Physiognomy in Profile is an entertaining collection of essays on the history of physiognomy in its European context (in particular England and France, where its impact thus far has not yet been assessed in detail). A number of contributions deal with the origins of Lavater's thinking.

In particular Lavater's religious beliefs, as is noted by several contributors, played a major role in his work. Kevin Berland discusses the issue of "free will" in Lavater's work in the context of physiognomical discourse before Lavater. Lavater's position is highly contradictory; he professes to believe in "free will," in accordance with his religious beliefs, but nevertheless his theory is based on the idea of natural inclinations and original dispositions. Lavater's work is also embedded in hermetic and sensualist patterns of thinking that, in contrast to Lavater's own claims, in many respects presume a prescientific approach to the world of phenomena (Maximilian Bergengruen). When we discuss Lavater, it is important to be aware of the fact that the man was not just the author of the Physiognomische Fragmente, but of many other texts as well. It is interesting to know that he also published texts like the handwritten, thirty-nine-page pamphlet "Lord Chatam. Oder Pitts Büste" (1789), dedicated to the English nobleman mentioned in its title (1708–78). Several copies have survived, none of them identical to each other (so that those who would reprint it illegally could be traced); the benefits of this publication were apparently to go to the less fortunate in his parish. [End Page 440]

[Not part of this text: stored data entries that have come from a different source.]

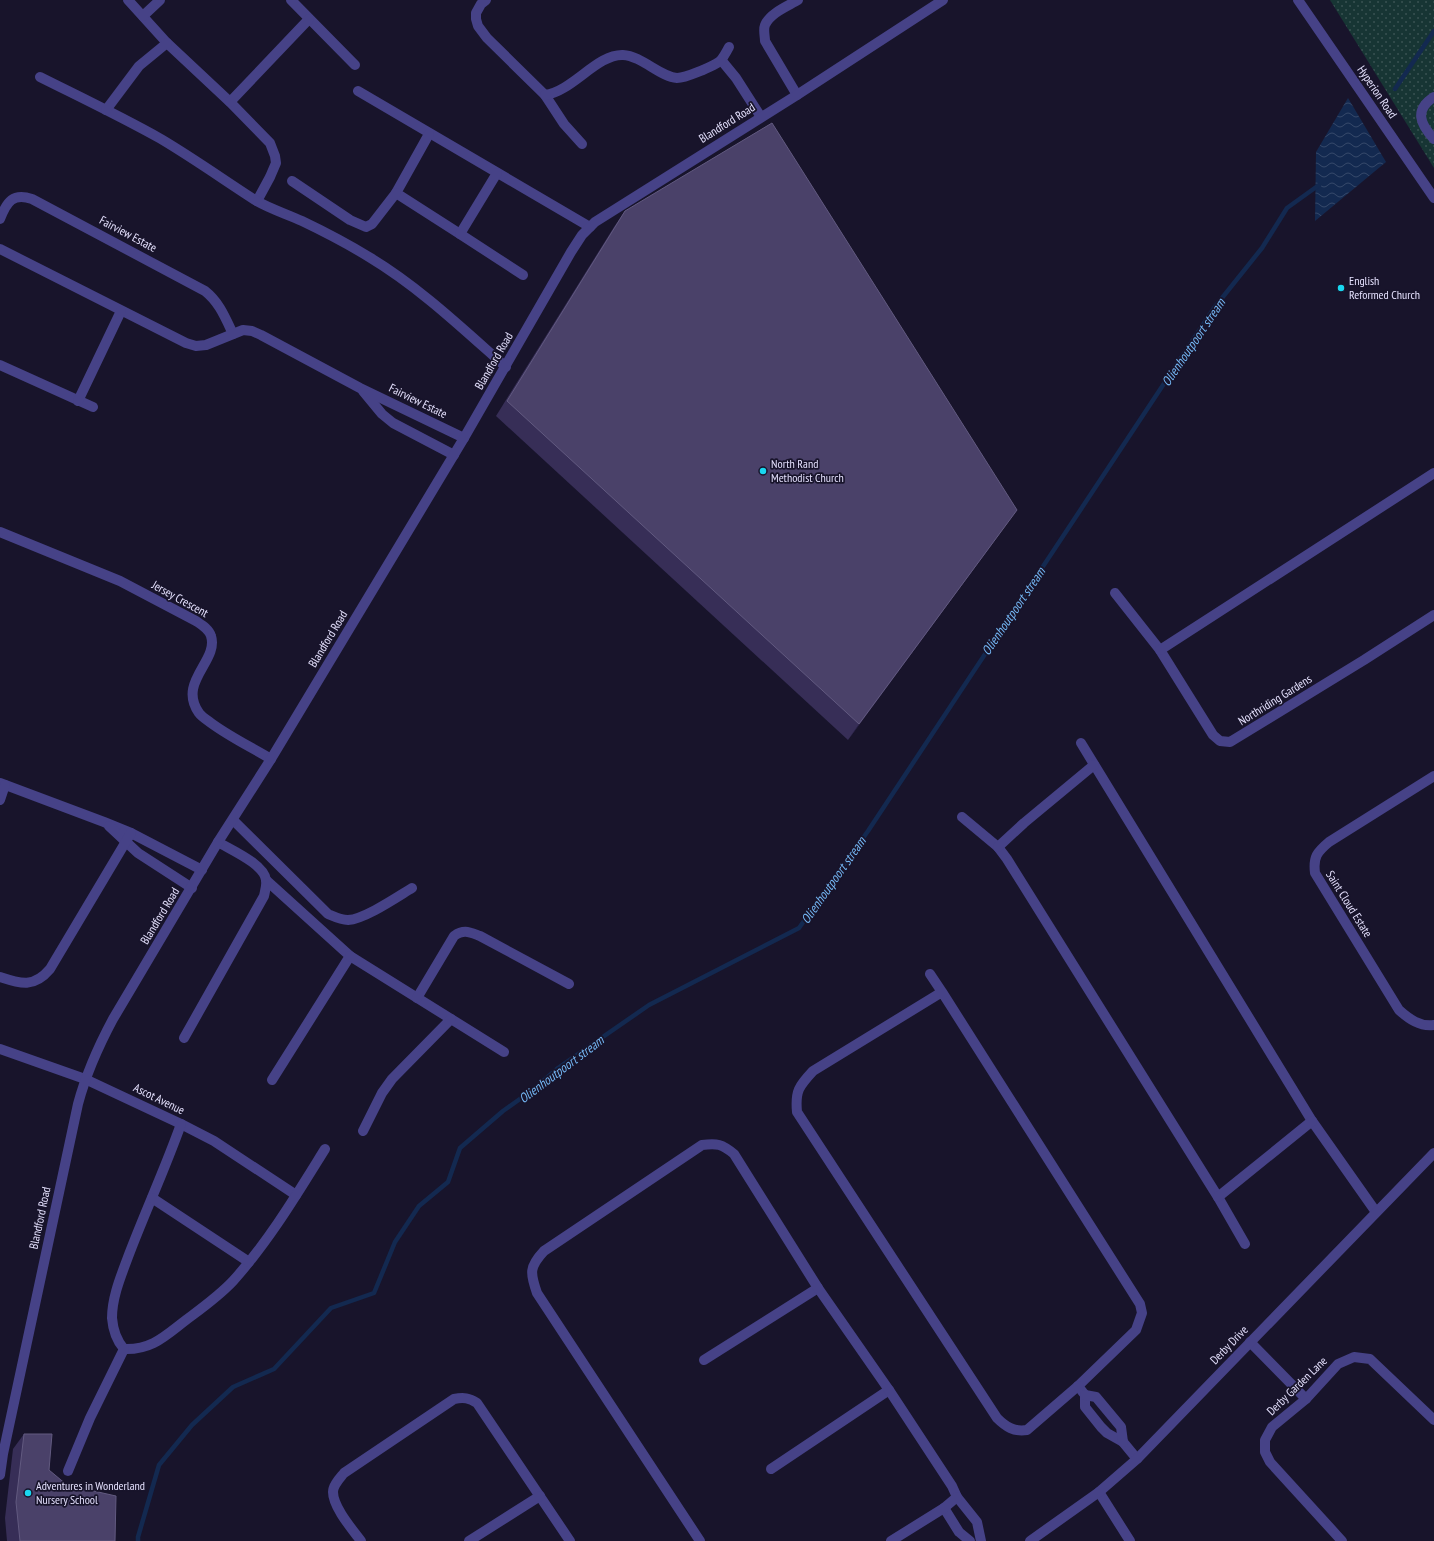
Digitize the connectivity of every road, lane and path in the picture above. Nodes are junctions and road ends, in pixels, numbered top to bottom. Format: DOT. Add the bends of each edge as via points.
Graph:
graph roads {
  1 [pos="128,0"];
  2 [pos="160,0"];
  3 [pos="290,0"];
  4 [pos="486,0"];
  5 [pos="798,0"];
  6 [pos="943,0"];
  7 [pos="1298,0"];
  8 [pos="144,16"];
  9 [pos="309,19"];
  10 [pos="167,43"];
  11 [pos="729,47"];
  12 [pos="722,61"];
  13 [pos="355,65"];
  14 [pos="40,76"];
  15 [pos="358,91"];
  16 [pos="545,95"];
  17 [pos="797,95"];
  18 [pos="1434,97"];
  19 [pos="230,102"];
  20 [pos="106,110"];
  21 [pos="761,117"];
  22 [pos="429,134"];
  23 [pos="1434,139"];
  24 [pos="582,144"];
  25 [pos="497,172"];
  26 [pos="292,181"];
  27 [pos="396,193"];
  28 [pos="1434,198"];
  29 [pos="257,201"];
  30 [pos="0,219"];
  31 [pos="590,227"];
  32 [pos="460,234"];
  33 [pos="0,249"];
  34 [pos="523,275"];
  35 [pos="121,311"];
  36 [pos="233,334"];
  37 [pos="0,365"];
  38 [pos="506,367"];
  39 [pos="360,388"];
  40 [pos="78,400"];
  41 [pos="93,408"];
  42 [pos="464,438"];
  43 [pos="454,455"];
  44 [pos="1434,473"];
  45 [pos="0,532"];
  46 [pos="1115,593"];
  47 [pos="1434,615"];
  48 [pos="1160,650"];
  49 [pos="1081,743"];
  50 [pos="271,759"];
  51 [pos="1094,765"];
  52 [pos="1434,776"];
  53 [pos="3,784"];
  54 [pos="0,800"];
  55 [pos="962,817"];
  56 [pos="232,820"];
  57 [pos="128,838"];
  58 [pos="218,842"];
  59 [pos="998,847"];
  60 [pos="202,870"];
  61 [pos="266,880"];
  62 [pos="192,888"];
  63 [pos="412,888"];
  64 [pos="350,956"];
  65 [pos="930,974"];
  66 [pos="0,977"];
  67 [pos="569,984"];
  68 [pos="942,992"];
  69 [pos="417,998"];
  70 [pos="451,1019"];
  71 [pos="1434,1025"];
  72 [pos="184,1038"];
  73 [pos="0,1049"];
  74 [pos="504,1052"];
  75 [pos="85,1079"];
  76 [pos="272,1080"];
  77 [pos="1312,1121"];
  78 [pos="181,1124"];
  79 [pos="363,1131"];
  80 [pos="325,1149"];
  81 [pos="1434,1153"];
  82 [pos="296,1195"];
  83 [pos="1218,1197"];
  84 [pos="152,1198"];
  85 [pos="1376,1212"];
  86 [pos="1245,1244"];
  87 [pos="249,1262"];
  88 [pos="818,1288"];
  89 [pos="1250,1342"];
  90 [pos="124,1349"];
  91 [pos="704,1360"];
  92 [pos="1078,1386"];
  93 [pos="889,1390"];
  94 [pos="1085,1395"];
  95 [pos="1306,1399"];
  96 [pos="1434,1420"];
  97 [pos="1123,1442"];
  98 [pos="1137,1459"];
  99 [pos="771,1469"];
  100 [pos="68,1471"];
  101 [pos="0,1475"];
  102 [pos="1099,1492"];
  103 [pos="540,1496"];
  104 [pos="957,1497"];
  105 [pos="944,1508"];
  106 [pos="361,1541"];
  107 [pos="469,1541"];
  108 [pos="570,1541"];
  109 [pos="700,1541"];
  110 [pos="890,1541"];
  111 [pos="970,1541"];
  112 [pos="981,1541"];
  113 [pos="1030,1541"];
  114 [pos="1130,1541"];
  115 [pos="1342,1541"];
  1 -- 8 [label="street"];
  2 -- 8 [label="street"];
  3 -- 9 [label="street"];
  4 -- 16 [label="street" via="476,13 478,26"];
  5 -- 17 [label="street" via="772,17 764,30 765,41"];
  6 -- 17 [label="street, Blandford Road"];
  7 -- 28 [label="street, Hyperion Road"];
  8 -- 10 [label="street"];
  9 -- 13 [label="street"];
  9 -- 19 [label="street"];
  10 -- 19 [label="street"];
  10 -- 20 [label="street" via="139,66"];
  11 -- 12 [label="street"];
  12 -- 16 [label="street" via="676,78 637,59 624,55 616,56 605,60 564,88"];
  12 -- 21 [label="street"];
  14 -- 20 [label="street"];
  15 -- 22 [label="street"];
  16 -- 24 [label="street" via="564,124"];
  17 -- 21 [label="street, Blandford Road"];
  18 -- 23 [label="street" via="1424,107 1421,117 1423,126"];
  19 -- 29 [label="street" via="270,143 275,156 274,170"];
  20 -- 29 [label="street" via="161,140"];
  21 -- 31 [label="street, Blandford Road"];
  22 -- 25 [label="street"];
  22 -- 27 [label="street"];
  25 -- 31 [label="street"];
  25 -- 32 [label="street"];
  26 -- 27 [label="street" via="350,220 366,227 372,224"];
  27 -- 32 [label="street"];
  29 -- 38 [label="street" via="329,235 401,278 462,327"];
  30 -- 36 [label="street, Fairview Estate" via="8,202 15,197 32,199 205,290 220,306"];
  31 -- 38 [label="street, Blandford Road" via="571,252"];
  32 -- 34 [label="street"];
  33 -- 35 [label="street, Fairview Estate"];
  35 -- 36 [label="street, Fairview Estate" via="196,346 206,346"];
  35 -- 40 [label="street"];
  36 -- 39 [label="street, Fairview Estate" via="243,330 252,331"];
  37 -- 40 [label="street"];
  38 -- 42 [label="street, Blandford Road"];
  39 -- 42 [label="street, Fairview Estate"];
  39 -- 43 [label="street, Fairview Estate" via="393,423"];
  40 -- 41 [label="street"];
  42 -- 43 [label="street, Blandford Road"];
  43 -- 50 [label="street, Blandford Road"];
  44 -- 48 [label="street"];
  45 -- 50 [label="street, Jersey Crescent" via="120,581 206,628 211,636 211,646 192,691 193,703 200,715 225,733"];
  46 -- 48 [label="street, Northriding Gardens"];
  47 -- 48 [label="street, Northriding Gardens" via="1230,742 1220,741 1213,735"];
  49 -- 51 [label="street"];
  50 -- 56 [label="street, Blandford Road"];
  51 -- 59 [label="street"];
  51 -- 77 [label="street"];
  52 -- 71 [label="street, Saint Cloud Estate" via="1329,842 1315,857 1314,865 1315,873 1399,1010 1420,1024"];
  53 -- 54 [label="street"];
  53 -- 57 [label="street" via="104,822"];
  55 -- 59 [label="street"];
  56 -- 58 [label="street, Blandford Road"];
  56 -- 63 [label="street" via="328,914 340,920 360,918"];
  57 -- 60 [label="street"];
  57 -- 62 [label="street" via="138,853"];
  57 -- 66 [label="street" via="45,975 36,982 25,983"];
  58 -- 60 [label="street, Blandford Road"];
  58 -- 61 [label="street" via="258,866"];
  59 -- 83 [label="street" via="1017,873"];
  60 -- 62 [label="street, Blandford Road"];
  61 -- 64 [label="street"];
  61 -- 72 [label="street" via="264,896"];
  62 -- 75 [label="street, Blandford Road" via="113,1019"];
  64 -- 69 [label="street"];
  64 -- 76 [label="street"];
  65 -- 68 [label="street"];
  67 -- 69 [label="street" via="480,936 460,932 454,936"];
  68 -- 92 [label="street" via="1140,1304 1142,1313 1136,1330"];
  68 -- 92 [label="street" via="812,1071 796,1097 797,1112 997,1418 1013,1430 1027,1430"];
  69 -- 70 [label="street"];
  70 -- 74 [label="street"];
  70 -- 79 [label="street" via="392,1079"];
  73 -- 75 [label="street, Ascot Avenue"];
  75 -- 78 [label="street, Ascot Avenue"];
  75 -- 101 [label="street, Blandford Road" via="67,1151"];
  77 -- 83 [label="street"];
  77 -- 85 [label="street"];
  78 -- 82 [label="street, Ascot Avenue" via="214,1141"];
  78 -- 84 [label="street"];
  80 -- 82 [label="street"];
  81 -- 85 [label="street, Derby Drive"];
  82 -- 87 [label="street"];
  83 -- 86 [label="street"];
  84 -- 87 [label="street"];
  84 -- 90 [label="street" via="119,1281 114,1303 114,1333"];
  85 -- 89 [label="street, Derby Drive"];
  87 -- 90 [label="street" via="232,1283 162,1339 150,1346"];
  88 -- 91 [label="street"];
  88 -- 93 [label="street"];
  88 -- 109 [label="street" via="734,1154 725,1146 715,1144 702,1145 544,1251 534,1262 532,1277 537,1293"];
  89 -- 95 [label="street"];
  89 -- 98 [label="street, Derby Drive"];
  90 -- 100 [label="street" via="90,1418"];
  92 -- 94 [label="street"];
  93 -- 99 [label="street"];
  93 -- 104 [label="street"];
  94 -- 97 [label="street" via="1085,1407 1101,1428"];
  94 -- 97 [label="street" via="1096,1397 1115,1419 1121,1427"];
  95 -- 96 [label="street, Derby Garden Lane" via="1338,1364 1354,1357 1370,1360"];
  95 -- 115 [label="street, Derby Garden Lane" via="1272,1427 1266,1440 1265,1452 1270,1462"];
  97 -- 98 [label="street"];
  98 -- 102 [label="street, Derby Drive"];
  102 -- 113 [label="street, Derby Drive"];
  102 -- 114 [label="street"];
  103 -- 106 [label="street" via="478,1403 470,1398 454,1399 344,1473 336,1483 332,1491 338,1508"];
  103 -- 107 [label="street"];
  103 -- 108 [label="street"];
  104 -- 105 [label="street"];
  104 -- 112 [label="street" via="977,1522"];
  105 -- 110 [label="street"];
  105 -- 111 [label="street" via="959,1532"];
}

The core of Physiognomy in Profile consists of essays on the reception of Lavater and his work in particular during the nineteenth century. Traces of his thinking can be found in Walter Scott, even though Scott never mentioned him (Graeme Tytler). Lavater's influence on drawing manuals is very clear (Ross Woodrow). It is clear that Degas and Manet were working in an aesthetic tradition for which physiognomic thinking in general and Lavater in particular were still very important (John House). A comparison of Laclos's Liaisons dangereuses from 1782 and Zola's Nana from 1880 (by Christopher Rivers) shows not only that descriptive strategies have changed little, but also that the normative element in such descriptions has remained remarkably constant; in both books "disease" functions as the outward sign of the moral "ills" of society. Such examples show that the impact of Lavater on art is beyond question; the argument that Lavater is also a major figure in nineteenth-century scientific discourse is harder to make. I was not at all convinced by Caroline Warman's claim that physiognomy was "eagerly adopted [...] by medicine" and became part of the "analytical equipment" of medical doctors (99); the evidence offered for these theses is rather minimal, although there are certainly moments in the history of medicine when its interests coincided with those of the physiognomists. It is clear, however, that physiognomy became part of all sorts of popular science.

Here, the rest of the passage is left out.